Financial Budget Challenges for Jeffco in 2020

County News

Jefferson County has a reputation as a wonderful place to live, visit, and conduct business. However, the top-notch services the county provides to residents and local businesses come at a cost. Taxpayer dollars allow the county to deliver vital services, but continued growth and demand for services has created a financial challenge that is affecting 2020 budgets.

With Colorado Tax Payer Bill of Rights (TABOR) limited revenue, Jeffco budget data indicates that the county will need to trim its budget by $16.1 million dollars in the next year to balance our budget and maintain an appropriate reserve fund. To achieve this, the county is requiring seven percent budget reductions for 2020 across all offices, departments and divisions whose budget is impacted by the General Fund. This is the start of the budget process, and by requiring these cuts initially, we can provide the Board of County Commissioners (BCC) with the detailed information it needs to finalize and adopt the 2020 budget.

“If we break our budget down into our three lines of effort, it looks like this:  safety -- which includes the Sheriff, District Attorney, Coroner, and Transportation and Engineering -- is approximately 67 percent of the budget; health and well-being -- which includes Public Health, Human Services, and Parks -- makes up eight percent; and stewardship -- which includes the Assessor, Clerk and Recorder, and Treasurer -- is 25 percent,” said BCC Chair Libby Szabo. “Tough decisions are ahead of us and we will rely on the elected officials and directors as the experts in their areas to determine how best to make these reductions, and we will work together with them and our community to prioritize what approaches are in the best interest of Jeffco.”
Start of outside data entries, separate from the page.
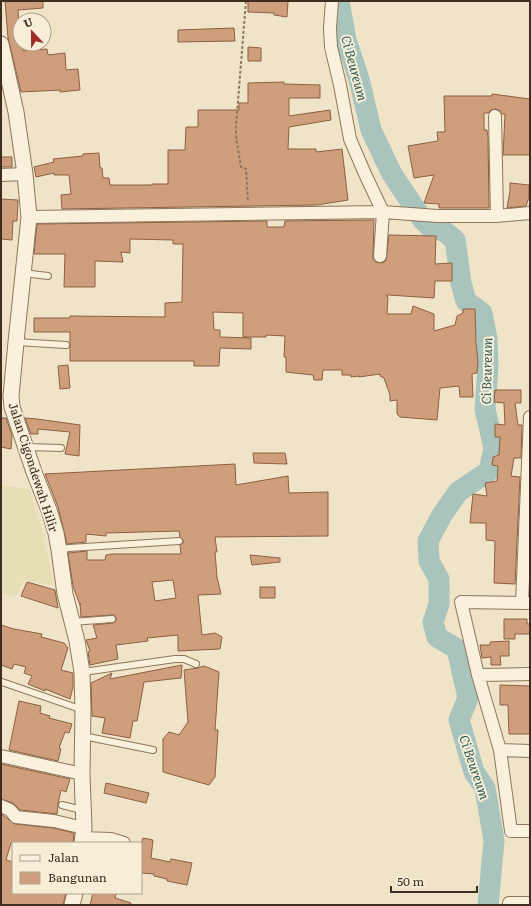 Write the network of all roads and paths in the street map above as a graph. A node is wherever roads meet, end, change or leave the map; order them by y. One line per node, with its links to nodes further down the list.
1 (246, 1): 8 (path)
2 (332, 1): 7 (street)
3 (1, 44): 5 (street, Jalan Cigondewah Hilir)
4 (495, 116): 10 (street)
5 (25, 174): 6 (street); 11 (street, Jalan Cigondewah Hilir)
6 (1, 175)
7 (383, 212): 8 (street); 10 (street); 12 (street)
8 (248, 213): 11 (street)
9 (530, 213): 10 (street)
10 (497, 216)
11 (29, 217): 13 (street, Jalan Cigondewah Hilir)
12 (380, 256)
13 (23, 273): 14 (lane); 15 (street, Jalan Cigondewah Hilir)
14 (48, 276)
15 (16, 342): 16 (lane); 18 (street, Jalan Cigondewah Hilir)
16 (66, 345)
17 (530, 417): 22 (street)
18 (25, 447): 19 (lane); 21 (street, Jalan Cigondewah Hilir)
19 (60, 448)
20 (179, 541): 21 (lane)
21 (59, 550): 24 (street, Jalan Cigondewah Hilir)
22 (526, 603): 28 (street)
23 (112, 619): 24 (lane)
24 (72, 622): 26 (street, Jalan Cigondewah Hilir)
25 (196, 664): 26 (lane)
26 (82, 672): 30 (street, Jalan Cigondewah Hilir)
27 (530, 674): 28 (street)
28 (478, 675): 33 (street)
29 (2, 682): 30 (lane)
30 (83, 710): 31 (street, Jalan Cigondewah Hilir)
31 (83, 736): 32 (lane); 36 (street, Jalan Cigondewah Hilir)
32 (153, 750)
33 (500, 750): 34 (street); 40 (street)
34 (530, 750)
35 (1, 756): 36 (street)
36 (82, 774): 39 (street, Jalan Cigondewah Hilir)
37 (1, 806): 41 (street)
38 (62, 806): 39 (lane)
39 (84, 810): 41 (street, Jalan Cigondewah Hilir)
40 (530, 831)
41 (83, 836): 42 (street)
42 (121, 842)
43 (75, 894): 45 (street)
44 (530, 903): 46 (street)
45 (72, 905)
46 (509, 905) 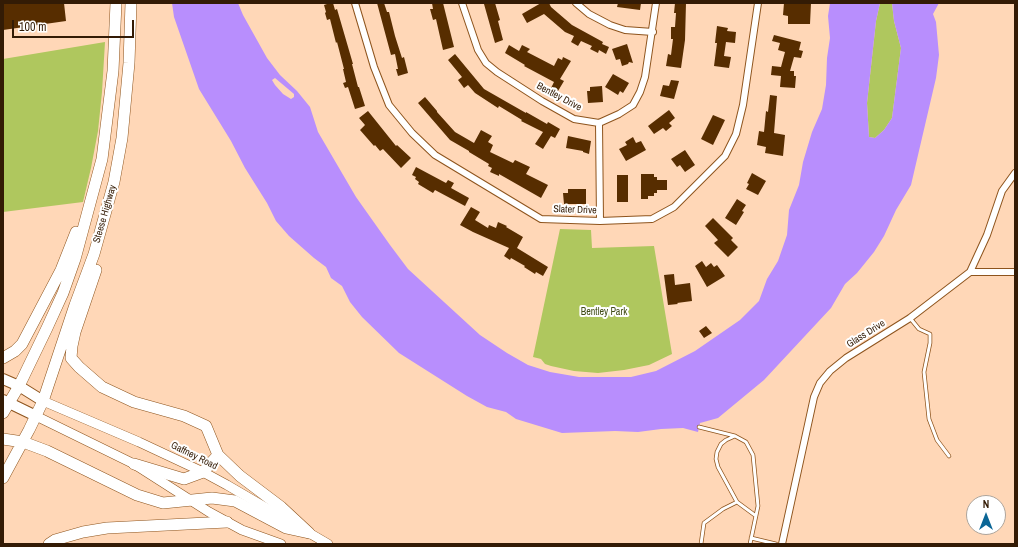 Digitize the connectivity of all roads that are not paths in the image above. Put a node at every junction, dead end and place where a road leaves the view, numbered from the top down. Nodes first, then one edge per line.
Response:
1 (116, 3) edge
2 (131, 3) edge
3 (355, 3) edge
4 (462, 3) edge
5 (576, 3) edge
6 (656, 3) edge
7 (758, 3) edge
8 (652, 32) junction
9 (600, 123) junction
10 (1015, 173) edge
11 (114, 182) junction
12 (95, 187) junction
13 (600, 221) junction
14 (970, 272) junction
15 (1015, 272) edge
16 (910, 318) junction
17 (3, 358) edge
18 (3, 379) edge
19 (19, 386) junction
20 (43, 400) junction
21 (6, 401) edge
22 (3, 413) edge
23 (36, 416) junction
24 (699, 427) dead end
25 (735, 436) junction
26 (3, 439) edge
27 (23, 442) junction
28 (218, 454) junction
29 (949, 456) dead end
30 (134, 464) junction
31 (203, 472) junction
32 (3, 478) edge
33 (192, 501) junction
34 (738, 502) junction
35 (756, 516) junction
36 (227, 522) junction
37 (309, 533) junction
38 (751, 538) junction
39 (49, 544) edge
40 (281, 544) edge
41 (328, 544) edge
42 (701, 544) edge
43 (750, 544) edge
44 (776, 544) edge
45 (782, 544) edge

1 - 12 highway, Steese Highway
2 - 11 highway, Steese Highway
3 - 13 street, Slater Drive
4 - 9 street, Bentley Drive
5 - 8 street
6 - 8 street
7 - 13 street, Slater Drive
8 - 9 street
9 - 13 street
10 - 14 street, Glass Drive
11 - 20 highway, Steese Highway
11 - 28 highway
12 - 17 highway
12 - 19 highway, Steese Highway
14 - 15 street
14 - 16 street, Glass Drive
16 - 29 lane
16 - 45 street, Glass Drive
18 - 19 main road
19 - 20 main road
19 - 21 highway, Steese Highway
20 - 23 highway, Steese Highway
20 - 31 main road, Gaffney Road
21 - 22 highway, Steese Highway
21 - 23 main road
23 - 27 highway, Steese Highway
23 - 30 main road
24 - 25 lane
25 - 34 lane
25 - 35 lane
26 - 27 highway
27 - 32 highway, Steese Highway
27 - 33 highway
28 - 31 highway
28 - 37 highway
30 - 31 highway
30 - 33 main road
31 - 37 main road, Gaffney Road
33 - 36 main road
33 - 37 highway
34 - 35 lane
34 - 42 lane
35 - 38 lane
36 - 39 highway
36 - 40 main road
37 - 41 main road, Gaffney Road
38 - 43 lane
38 - 44 lane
As Jeffco’s population grows, so does the demand on the county’s services and programs. The county has seen an increase in traffic, development, housing and homelessness – and the ever-increasing population is at the forefront of our financial discussions. We continue to look for savings and greater efficiencies throughout the county and have been successful in that process.

However, TABOR limits the amount of tax revenue that Jeffco can keep. While demand for services grows, the tax revenue that would pay for the resulting services is limited. The loss of this surplus funding has a direct impact on the level and quality of services the county can provide to its residents. 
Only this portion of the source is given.